When we think of the Tudors, we think of Queen Elizabeth, Shakespeare, the Golden Age of the English Renaissance. In many ways, it was a time of great success.
But Ireland represented the great Tudor failure, say historians. England’s relationship with Ireland was historically troubled, with England often seen as the winner and Ireland as the loser.
This clash, and Tudor efforts to gather information about Ireland, are the subject of The Tudor Discovery of Ireland (Four Courts Press, 2015), coauthored by Christopher Maginn, PhD, professor of history at Fordham and Steven Ellis, PhD, of the National University of Ireland at Galway.
England’s Tudor officials and the Tudors themselves were trying to govern a country they knew little about. Of the ministers who handled the day-to-day running of government, few traveled to Ireland or were familiar with its customs.
The book shows how the Tudor state and William Cecil—“the premier statesman of the latter half of the 16th century” and “the man who actually governed England”—went about culling information on Ireland, Maginn said.
The book’s centerpiece and inspiration is the Hatfield Compendium, a manuscript akin to a dossier that Maginn discovered while conducting research for one of his previous books, William Cecil, Ireland, and the Tudor State (Oxford University Press, 2012).
The anonymous manuscript was compiled during the reign of Henry VIII. Maginn dated it to around 1538, and named it for its place of residence, the Hatfield House Library in Hertfordshire, England.
The text is an accumulation of documents spliced together and written in one hand. “It is similar to a start-up guide to Ireland, complete with letters, reports, political treatises, and other information on Ireland,” Maginn said.

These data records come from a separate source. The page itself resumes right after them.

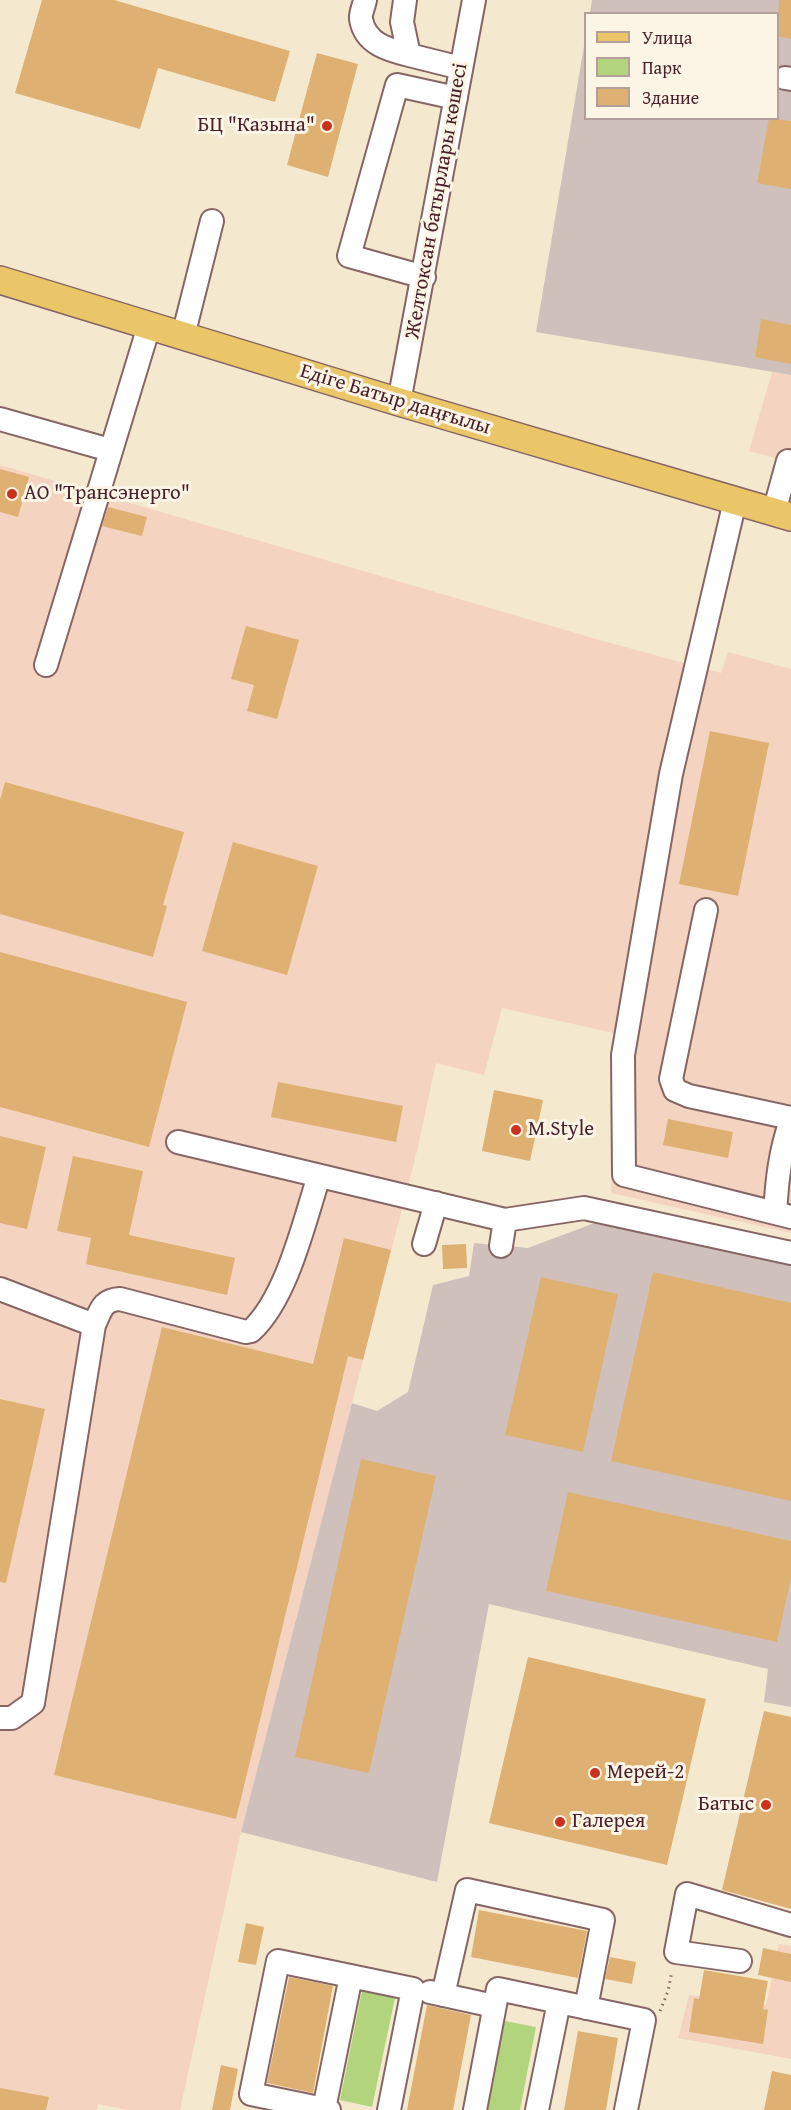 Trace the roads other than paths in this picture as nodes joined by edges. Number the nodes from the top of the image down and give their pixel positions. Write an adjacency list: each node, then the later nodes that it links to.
1 (365, 0): 4 (street)
2 (405, 0): 4 (street)
3 (474, 0): 5 (street, Желтоксан батырлары көшесі)
4 (409, 55): 5 (street)
5 (462, 68): 6 (street, Желтоксан батырлары көшесі)
6 (456, 98): 8 (street, Желтоксан батырлары көшесі); 8 (street)
7 (212, 221): 11 (street)
8 (424, 277): 12 (street, Желтоксан батырлары көшесі)
9 (0, 280): 10 (main road, Едіге Батыр даңғылы)
10 (149, 326): 11 (main road, Едіге Батыр даңғылы); 14 (street)
11 (183, 336): 12 (main road, Едіге Батыр даңғылы)
12 (399, 402): 16 (main road, Едіге Батыр даңғылы)
13 (0, 419): 14 (street)
14 (110, 450): 18 (street)
15 (788, 461): 17 (street)
16 (735, 501): 17 (main road, Едіге Батыр даңғылы); 24 (street)
17 (782, 515)
18 (46, 664)
19 (706, 910): 20 (street)
20 (791, 1119): 24 (street)
21 (178, 1142): 22 (street)
22 (319, 1176): 23 (street); 30 (street)
23 (436, 1203): 25 (street); 26 (street)
24 (783, 1215)
25 (505, 1220): 27 (street); 28 (street)
26 (424, 1244)
27 (501, 1246)
28 (791, 1253)
29 (0, 1289): 30 (street)
30 (94, 1325): 31 (street)
31 (0, 1718)
32 (791, 1925): 33 (street)
33 (740, 1961)
34 (351, 1976): 35 (street); 40 (street); 40 (street)
35 (413, 1989): 36 (street); 41 (street)
36 (443, 1995): 38 (street); 39 (street)
37 (559, 2002): 38 (street); 39 (street); 43 (street)
38 (494, 2006): 42 (street)
39 (586, 2008): 44 (street)
40 (326, 2110)
41 (388, 2110)
42 (475, 2110)
43 (537, 2110)
44 (626, 2110)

As Maginn transcribed the text from the original hand, he found that the information in the document was already known to historians, but the massive dossier was the first of its kind in that it compiled a vast amount of data in one place.
Maginn found one of the most fascinating parts of the dossier to be the “A Description of the power of Irishmen.”
“[The document] lists every single Irish clan in Ireland and what the Tudors reckoned their military strength to be, suggesting a war-heavy culture,” said Maginn.
It is difficult to say whether or not the manuscript was ever really used, but it is telling of the way the Tudors acquired knowledge.
“The dossier would have been helpful for the men who used it, but it seems to have been created, seemingly put away someplace for a while, and then long forgotten,” said Maginn.
Maginn’s work on the book was supported by a Fordham faculty fellowship, and by fellowships from the Irish American Cultural Institute and the Moore Institute at the National University of Ireland at Galway.